Im Diesel-Prozess vor dem Landgericht Hof sind die ersten Urteile gefallen. Vier Mitangeklagte wurden wegen Steuerhinterziehung in zahlreichen Fällen zu mehrjährigen Freiheitsstrafen verurteilt. Das Verfahren gegen den Schwarzenbacher Tankstellenbetreiber Thomas Hoffmann bleibt dagegen aufgrund seines Gesundheitszustands vorerst ausgesetzt.
Freiheitsstrafen bis zu fünfeinhalb Jahren
Für vier Mitangeklagte endete der Prozess am Mittwoch mit Schuldsprüchen wegen Steuerbetrugs in zahlreichen Fällen. Das Landgericht Hof verhängte Freiheitsstrafen zwischen zwei Jahren und sechs Monaten sowie fünf Jahren und sechs Monaten. Drei der vier Urteile sind bereits rechtskräftig. Einem Angeklagten unterbreitete die Kammer einen sogenannten Verständigungsvorschlag. Deshalb konnte er das Urteil zunächst weder annehmen noch Rechtsmittel dagegen einlegen.
Zusätzlich ordnete das Gericht die Einziehung der durch die Straftaten erzielten Gewinne an. Der höchste einzuziehende Betrag liegt bei 42.000 Euro. Nach Auffassung des Gesetzgebers dürfe niemand wirtschaftliche Vorteile aus Straftaten behalten.
Gericht sieht systematischen Steuerbetrug
Nach Überzeugung der Kammer handelten die Angeklagten bewusst und arbeitsteilig. Sie sollen Designer-Fuels aus Polen und dem Baltikum nach Deutschland gebracht und durch gezielte Manipulationen als regulären Dieselkraftstoff in den Handel gebracht haben. Dafür seien unter anderem Firmen gegründet, Deklarationen an Tanklastzügen verändert und Lieferscheine ausgetauscht worden.
Designer-Fuels unterliegen einer anderen steuerlichen Behandlung als herkömmlicher Diesel. Diesen Umstand hätten die Angeklagten gezielt ausgenutzt, um die fällige Energiesteuer einzusparen und als zusätzliche Gewinnmarge einzubehalten.

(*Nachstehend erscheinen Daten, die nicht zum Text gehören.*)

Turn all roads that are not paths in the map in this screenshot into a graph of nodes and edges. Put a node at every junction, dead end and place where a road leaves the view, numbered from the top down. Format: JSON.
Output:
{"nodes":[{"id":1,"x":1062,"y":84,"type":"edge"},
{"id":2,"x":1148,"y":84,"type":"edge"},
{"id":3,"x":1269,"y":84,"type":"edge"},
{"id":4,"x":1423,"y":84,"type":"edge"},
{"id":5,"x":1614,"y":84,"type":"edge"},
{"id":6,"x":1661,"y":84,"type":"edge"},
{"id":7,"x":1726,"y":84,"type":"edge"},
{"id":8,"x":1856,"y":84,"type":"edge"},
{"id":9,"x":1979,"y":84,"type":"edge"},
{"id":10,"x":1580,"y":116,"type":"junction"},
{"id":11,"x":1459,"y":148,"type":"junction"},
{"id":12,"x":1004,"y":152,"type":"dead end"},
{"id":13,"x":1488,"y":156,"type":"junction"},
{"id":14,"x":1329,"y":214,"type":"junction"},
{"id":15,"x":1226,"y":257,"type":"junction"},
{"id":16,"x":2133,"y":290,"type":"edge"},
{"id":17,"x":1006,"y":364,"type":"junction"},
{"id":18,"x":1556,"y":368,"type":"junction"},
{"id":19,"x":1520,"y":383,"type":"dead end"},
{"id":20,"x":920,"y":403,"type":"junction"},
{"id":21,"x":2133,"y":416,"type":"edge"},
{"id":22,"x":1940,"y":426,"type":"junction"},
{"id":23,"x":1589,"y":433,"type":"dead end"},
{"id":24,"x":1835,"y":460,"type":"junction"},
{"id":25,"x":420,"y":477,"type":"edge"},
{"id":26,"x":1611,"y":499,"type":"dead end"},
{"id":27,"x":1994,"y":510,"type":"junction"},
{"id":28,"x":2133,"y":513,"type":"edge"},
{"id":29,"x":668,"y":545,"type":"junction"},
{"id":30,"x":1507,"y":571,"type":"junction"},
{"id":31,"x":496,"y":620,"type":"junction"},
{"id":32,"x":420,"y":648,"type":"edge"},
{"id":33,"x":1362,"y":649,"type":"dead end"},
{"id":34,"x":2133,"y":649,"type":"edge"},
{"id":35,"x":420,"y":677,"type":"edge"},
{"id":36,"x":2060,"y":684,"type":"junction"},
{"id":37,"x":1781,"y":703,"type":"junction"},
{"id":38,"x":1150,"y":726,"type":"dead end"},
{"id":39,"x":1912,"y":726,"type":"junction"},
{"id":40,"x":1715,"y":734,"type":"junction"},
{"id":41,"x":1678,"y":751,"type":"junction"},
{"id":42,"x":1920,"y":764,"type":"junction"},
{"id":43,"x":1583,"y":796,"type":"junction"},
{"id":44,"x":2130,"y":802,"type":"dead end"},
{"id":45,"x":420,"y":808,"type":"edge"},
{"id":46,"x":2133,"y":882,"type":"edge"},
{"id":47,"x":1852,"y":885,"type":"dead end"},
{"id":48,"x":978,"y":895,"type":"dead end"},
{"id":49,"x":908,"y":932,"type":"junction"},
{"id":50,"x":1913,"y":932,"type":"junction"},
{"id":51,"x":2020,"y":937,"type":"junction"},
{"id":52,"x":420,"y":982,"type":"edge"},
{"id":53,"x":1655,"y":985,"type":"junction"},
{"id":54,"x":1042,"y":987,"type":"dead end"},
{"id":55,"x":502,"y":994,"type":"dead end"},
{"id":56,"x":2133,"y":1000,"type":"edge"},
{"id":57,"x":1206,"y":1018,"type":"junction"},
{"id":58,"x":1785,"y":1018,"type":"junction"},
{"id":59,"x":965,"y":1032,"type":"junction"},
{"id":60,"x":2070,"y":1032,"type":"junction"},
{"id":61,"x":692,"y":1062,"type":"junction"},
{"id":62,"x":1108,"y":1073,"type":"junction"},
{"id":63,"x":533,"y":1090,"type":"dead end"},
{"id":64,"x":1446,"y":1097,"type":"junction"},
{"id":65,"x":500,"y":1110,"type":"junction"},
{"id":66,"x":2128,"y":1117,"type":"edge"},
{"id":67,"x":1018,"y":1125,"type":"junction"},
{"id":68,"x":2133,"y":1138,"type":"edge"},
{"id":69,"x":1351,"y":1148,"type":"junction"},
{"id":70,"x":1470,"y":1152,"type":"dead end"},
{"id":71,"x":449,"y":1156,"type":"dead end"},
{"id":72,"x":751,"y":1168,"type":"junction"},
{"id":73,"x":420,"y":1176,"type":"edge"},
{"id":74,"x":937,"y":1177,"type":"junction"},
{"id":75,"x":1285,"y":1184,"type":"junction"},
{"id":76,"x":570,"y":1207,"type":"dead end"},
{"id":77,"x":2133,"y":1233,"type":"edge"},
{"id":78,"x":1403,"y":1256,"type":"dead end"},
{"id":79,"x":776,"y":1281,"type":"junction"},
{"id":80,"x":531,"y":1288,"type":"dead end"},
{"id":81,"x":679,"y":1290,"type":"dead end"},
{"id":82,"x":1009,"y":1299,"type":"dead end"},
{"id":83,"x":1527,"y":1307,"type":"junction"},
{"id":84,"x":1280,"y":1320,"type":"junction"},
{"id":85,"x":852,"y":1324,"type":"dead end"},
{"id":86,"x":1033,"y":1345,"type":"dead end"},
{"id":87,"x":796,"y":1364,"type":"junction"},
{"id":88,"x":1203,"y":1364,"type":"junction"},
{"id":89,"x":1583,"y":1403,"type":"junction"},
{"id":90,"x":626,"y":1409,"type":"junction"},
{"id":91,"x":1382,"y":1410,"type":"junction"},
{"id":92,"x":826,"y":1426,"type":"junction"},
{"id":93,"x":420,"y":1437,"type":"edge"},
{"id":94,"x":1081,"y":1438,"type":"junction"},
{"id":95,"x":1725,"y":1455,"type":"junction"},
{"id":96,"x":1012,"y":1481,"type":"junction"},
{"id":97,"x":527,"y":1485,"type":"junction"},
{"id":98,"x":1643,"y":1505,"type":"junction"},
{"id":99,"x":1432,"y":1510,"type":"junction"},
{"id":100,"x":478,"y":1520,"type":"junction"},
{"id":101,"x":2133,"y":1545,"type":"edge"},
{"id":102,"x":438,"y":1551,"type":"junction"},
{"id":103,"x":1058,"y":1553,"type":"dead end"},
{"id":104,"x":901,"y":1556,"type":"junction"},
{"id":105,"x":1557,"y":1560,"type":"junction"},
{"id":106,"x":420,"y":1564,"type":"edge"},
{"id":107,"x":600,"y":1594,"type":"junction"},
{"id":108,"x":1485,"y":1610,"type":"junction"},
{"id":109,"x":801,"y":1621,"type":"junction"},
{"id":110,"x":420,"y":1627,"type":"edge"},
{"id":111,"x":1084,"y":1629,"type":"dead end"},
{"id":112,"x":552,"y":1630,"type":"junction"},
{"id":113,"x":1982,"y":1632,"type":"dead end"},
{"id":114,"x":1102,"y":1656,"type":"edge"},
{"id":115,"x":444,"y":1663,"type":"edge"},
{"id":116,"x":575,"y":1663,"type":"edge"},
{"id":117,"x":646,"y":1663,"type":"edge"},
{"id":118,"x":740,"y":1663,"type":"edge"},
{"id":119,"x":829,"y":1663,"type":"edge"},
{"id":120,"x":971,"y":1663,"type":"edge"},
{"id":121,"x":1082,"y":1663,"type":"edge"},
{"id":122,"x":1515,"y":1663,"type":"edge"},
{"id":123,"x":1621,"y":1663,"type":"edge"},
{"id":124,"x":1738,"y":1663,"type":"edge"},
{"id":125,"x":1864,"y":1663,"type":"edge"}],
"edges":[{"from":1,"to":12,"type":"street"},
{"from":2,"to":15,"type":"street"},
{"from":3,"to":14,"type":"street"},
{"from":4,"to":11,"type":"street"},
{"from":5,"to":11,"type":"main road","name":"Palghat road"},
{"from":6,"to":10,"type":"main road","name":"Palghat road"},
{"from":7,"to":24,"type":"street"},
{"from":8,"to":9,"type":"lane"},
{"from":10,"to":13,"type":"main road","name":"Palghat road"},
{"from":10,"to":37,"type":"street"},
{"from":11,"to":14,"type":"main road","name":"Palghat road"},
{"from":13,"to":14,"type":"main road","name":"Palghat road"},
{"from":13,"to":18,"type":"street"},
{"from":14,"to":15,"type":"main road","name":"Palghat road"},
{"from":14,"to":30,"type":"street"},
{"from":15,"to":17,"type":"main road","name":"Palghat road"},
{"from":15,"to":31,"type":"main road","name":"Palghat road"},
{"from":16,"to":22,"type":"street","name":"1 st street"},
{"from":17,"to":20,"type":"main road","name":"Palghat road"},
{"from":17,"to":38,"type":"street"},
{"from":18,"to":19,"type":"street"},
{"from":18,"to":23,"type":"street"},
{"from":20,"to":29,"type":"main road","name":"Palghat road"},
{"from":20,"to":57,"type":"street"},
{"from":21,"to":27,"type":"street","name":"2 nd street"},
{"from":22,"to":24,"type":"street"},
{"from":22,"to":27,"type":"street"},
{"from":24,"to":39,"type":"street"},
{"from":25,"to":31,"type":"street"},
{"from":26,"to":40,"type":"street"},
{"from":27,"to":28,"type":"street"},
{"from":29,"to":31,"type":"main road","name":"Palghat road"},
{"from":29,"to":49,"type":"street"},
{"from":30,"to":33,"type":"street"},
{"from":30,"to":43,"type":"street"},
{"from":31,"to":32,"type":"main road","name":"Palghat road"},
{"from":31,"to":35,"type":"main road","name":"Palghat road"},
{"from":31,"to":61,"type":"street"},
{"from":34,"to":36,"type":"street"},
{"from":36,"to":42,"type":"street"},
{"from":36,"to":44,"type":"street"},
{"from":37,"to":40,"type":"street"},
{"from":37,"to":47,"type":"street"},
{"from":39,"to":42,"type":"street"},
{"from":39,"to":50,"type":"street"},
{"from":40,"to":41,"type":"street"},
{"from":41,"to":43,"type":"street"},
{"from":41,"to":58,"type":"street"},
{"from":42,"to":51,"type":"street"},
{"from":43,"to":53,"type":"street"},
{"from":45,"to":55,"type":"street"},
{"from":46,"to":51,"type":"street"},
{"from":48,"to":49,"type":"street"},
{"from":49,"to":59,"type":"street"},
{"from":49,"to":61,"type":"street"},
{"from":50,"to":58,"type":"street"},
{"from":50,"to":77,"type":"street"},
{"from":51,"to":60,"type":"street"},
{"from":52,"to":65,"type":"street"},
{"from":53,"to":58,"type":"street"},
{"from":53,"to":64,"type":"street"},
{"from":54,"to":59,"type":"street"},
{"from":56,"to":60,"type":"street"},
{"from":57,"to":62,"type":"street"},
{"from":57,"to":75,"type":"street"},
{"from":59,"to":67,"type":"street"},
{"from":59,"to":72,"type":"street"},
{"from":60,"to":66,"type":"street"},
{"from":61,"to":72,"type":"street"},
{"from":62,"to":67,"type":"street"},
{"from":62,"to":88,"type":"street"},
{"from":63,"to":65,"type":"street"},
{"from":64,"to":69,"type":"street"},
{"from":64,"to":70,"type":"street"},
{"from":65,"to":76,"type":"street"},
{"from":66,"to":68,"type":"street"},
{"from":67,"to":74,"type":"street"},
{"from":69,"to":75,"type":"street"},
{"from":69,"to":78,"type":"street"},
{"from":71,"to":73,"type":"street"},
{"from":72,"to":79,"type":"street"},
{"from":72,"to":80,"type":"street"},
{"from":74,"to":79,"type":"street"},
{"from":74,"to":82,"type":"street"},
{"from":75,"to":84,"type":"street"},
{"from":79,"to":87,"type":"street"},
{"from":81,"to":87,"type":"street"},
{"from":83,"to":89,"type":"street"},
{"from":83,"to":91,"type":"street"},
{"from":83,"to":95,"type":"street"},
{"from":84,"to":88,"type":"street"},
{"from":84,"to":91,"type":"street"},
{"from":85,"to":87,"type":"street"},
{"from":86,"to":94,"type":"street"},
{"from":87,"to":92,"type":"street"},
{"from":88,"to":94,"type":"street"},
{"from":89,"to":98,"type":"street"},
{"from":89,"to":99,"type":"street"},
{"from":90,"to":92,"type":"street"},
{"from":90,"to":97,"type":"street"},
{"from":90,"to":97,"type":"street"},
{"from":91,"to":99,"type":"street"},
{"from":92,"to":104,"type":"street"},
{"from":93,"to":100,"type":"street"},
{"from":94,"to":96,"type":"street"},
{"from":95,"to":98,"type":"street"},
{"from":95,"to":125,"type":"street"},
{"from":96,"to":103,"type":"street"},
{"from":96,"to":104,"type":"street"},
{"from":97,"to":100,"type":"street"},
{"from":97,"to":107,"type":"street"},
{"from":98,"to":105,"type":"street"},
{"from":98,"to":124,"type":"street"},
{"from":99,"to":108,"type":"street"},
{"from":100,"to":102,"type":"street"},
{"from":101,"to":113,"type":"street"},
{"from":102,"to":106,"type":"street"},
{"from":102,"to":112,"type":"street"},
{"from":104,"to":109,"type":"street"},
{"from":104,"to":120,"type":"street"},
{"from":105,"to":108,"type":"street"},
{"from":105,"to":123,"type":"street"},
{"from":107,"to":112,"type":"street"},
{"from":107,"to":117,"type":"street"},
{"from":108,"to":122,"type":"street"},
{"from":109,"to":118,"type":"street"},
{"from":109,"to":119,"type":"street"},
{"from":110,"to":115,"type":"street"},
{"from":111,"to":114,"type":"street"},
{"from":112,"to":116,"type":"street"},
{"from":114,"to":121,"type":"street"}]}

Zum Abschluss des Prozesstages übte die Kammer deutliche Kritik an der Bundesregierung. Designer-Fuels müssten stärker staatlich kontrolliert werden, da sie aufgrund ihrer Zusammensetzung weder für Fahrzeuge noch für industrielle Zwecke zugelassen seien. Ohne strengere Kontrollen hätten Steuerbetrüger weiterhin leichtes Spiel, so das Gericht.
Verfahren gegen Hoffmann wird im August fortgesetzt
Das Verfahren gegen den Schwarzenbacher Tankstellenbetreiber Thomas Hoffmann war bereits in der vergangenen Woche vom Hauptprozess abgetrennt worden. Hintergrund ist sein schlechter Gesundheitszustand. Ein neurologisches Gutachten soll klären, ob der 74-Jährige aufgrund einer mutmaßlich fortschreitenden Demenzerkrankung überhaupt noch verhandlungsfähig ist.
Das Gericht setzte das Verfahren deshalb für einen Monat aus. Fortgesetzt werden soll es am 7. August. Eine längere Unterbrechung ist gesetzlich nicht möglich, da der Prozess andernfalls neu beginnen müsste.
Hoffmann wird vorgeworfen, an seinen sieben Tankstellen im Landkreis Hof und im Vogtland rund 90,5 Millionen Liter als Schmieröl deklarierten Kraftstoff als Diesel verkauft zu haben. Nach Angaben der Staatsanwaltschaft entstand dadurch ein Energiesteuerschaden von rund 44 Millionen Euro.